PROBLEM DETAILS: A line belongs in the answer if it contains "roads"; copy every such line from the entries below.

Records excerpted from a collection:
_ _ _ _ _ _ _
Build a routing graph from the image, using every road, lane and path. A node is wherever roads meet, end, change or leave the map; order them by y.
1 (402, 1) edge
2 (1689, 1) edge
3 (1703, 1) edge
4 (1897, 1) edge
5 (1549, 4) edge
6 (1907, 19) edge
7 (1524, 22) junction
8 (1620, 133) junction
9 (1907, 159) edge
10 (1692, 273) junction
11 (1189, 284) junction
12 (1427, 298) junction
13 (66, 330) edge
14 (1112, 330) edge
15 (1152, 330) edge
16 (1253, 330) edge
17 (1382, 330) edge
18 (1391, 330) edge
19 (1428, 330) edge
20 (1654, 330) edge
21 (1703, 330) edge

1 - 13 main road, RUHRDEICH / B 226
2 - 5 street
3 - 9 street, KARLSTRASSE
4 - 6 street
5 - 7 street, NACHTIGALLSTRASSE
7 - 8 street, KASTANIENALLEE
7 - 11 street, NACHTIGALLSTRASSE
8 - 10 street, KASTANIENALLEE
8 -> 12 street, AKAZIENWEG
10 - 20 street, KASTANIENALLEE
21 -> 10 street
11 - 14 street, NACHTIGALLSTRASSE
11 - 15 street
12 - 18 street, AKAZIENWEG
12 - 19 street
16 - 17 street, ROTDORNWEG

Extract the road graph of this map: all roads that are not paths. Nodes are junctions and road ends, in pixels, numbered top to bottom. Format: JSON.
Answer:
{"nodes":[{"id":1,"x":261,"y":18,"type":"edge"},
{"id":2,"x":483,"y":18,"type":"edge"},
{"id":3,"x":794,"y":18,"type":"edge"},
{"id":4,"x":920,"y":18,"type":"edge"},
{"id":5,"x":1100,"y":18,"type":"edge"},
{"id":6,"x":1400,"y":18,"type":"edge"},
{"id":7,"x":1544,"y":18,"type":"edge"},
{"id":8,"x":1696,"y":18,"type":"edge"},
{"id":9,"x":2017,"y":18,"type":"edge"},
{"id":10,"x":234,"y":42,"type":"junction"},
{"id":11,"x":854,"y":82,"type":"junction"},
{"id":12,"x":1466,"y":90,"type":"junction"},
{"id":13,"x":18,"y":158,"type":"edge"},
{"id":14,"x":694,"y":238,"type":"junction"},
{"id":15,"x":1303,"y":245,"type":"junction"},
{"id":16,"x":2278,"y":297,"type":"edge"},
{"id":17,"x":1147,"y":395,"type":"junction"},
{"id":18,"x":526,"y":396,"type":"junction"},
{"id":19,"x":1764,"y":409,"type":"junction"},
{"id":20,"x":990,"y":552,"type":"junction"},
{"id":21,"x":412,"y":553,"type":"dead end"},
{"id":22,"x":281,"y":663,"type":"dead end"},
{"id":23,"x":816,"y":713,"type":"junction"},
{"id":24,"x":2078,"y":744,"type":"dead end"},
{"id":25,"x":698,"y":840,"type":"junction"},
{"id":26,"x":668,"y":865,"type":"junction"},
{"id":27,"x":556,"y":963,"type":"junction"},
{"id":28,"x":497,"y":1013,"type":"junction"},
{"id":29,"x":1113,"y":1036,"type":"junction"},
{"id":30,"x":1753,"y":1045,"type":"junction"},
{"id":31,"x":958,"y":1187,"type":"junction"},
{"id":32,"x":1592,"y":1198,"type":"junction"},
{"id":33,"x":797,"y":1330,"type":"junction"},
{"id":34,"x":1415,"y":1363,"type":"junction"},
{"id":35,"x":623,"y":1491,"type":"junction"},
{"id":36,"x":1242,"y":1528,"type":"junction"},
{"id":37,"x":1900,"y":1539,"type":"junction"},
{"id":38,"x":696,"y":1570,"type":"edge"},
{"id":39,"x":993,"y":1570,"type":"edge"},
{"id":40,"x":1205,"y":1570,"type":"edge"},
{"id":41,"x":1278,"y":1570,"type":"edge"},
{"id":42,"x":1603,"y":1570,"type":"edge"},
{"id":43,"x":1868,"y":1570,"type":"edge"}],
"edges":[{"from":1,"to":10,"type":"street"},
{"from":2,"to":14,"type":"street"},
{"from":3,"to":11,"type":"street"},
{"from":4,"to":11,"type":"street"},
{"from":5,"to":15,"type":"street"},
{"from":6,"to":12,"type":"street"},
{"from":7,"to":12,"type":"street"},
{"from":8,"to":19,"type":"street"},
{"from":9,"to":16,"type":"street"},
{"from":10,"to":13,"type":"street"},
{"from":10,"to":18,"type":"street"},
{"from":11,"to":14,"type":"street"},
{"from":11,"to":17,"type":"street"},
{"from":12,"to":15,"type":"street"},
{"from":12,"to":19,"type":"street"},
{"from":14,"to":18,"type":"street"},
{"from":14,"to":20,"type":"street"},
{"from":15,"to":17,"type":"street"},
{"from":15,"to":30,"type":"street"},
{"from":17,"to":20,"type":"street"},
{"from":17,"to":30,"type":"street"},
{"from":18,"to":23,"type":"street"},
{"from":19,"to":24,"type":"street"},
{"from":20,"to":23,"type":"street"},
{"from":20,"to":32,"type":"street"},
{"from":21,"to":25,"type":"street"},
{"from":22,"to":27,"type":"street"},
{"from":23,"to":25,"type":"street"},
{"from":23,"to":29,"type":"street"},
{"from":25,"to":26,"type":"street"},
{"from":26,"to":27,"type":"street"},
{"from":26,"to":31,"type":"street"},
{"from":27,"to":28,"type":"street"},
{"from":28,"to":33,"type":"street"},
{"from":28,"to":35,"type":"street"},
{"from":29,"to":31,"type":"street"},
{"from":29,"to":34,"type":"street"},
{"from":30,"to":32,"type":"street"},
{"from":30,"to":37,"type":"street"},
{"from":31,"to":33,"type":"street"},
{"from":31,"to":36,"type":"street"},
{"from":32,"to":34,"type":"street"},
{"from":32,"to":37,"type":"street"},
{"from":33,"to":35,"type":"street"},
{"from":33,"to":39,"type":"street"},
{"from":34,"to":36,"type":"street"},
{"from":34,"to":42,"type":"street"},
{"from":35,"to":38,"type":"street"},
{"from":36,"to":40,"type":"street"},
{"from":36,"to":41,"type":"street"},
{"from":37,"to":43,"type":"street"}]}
_ _ _ _ _ _ _
SOLUTION FOR THIS TASK:
Build a routing graph from the image, using every road, lane and path. A node is wherever roads meet, end, change or leave the map; order them by y.
Extract the road graph of this map: all roads that are not paths. Nodes are junctions and road ends, in pixels, numbered top to bottom. Format: JSON.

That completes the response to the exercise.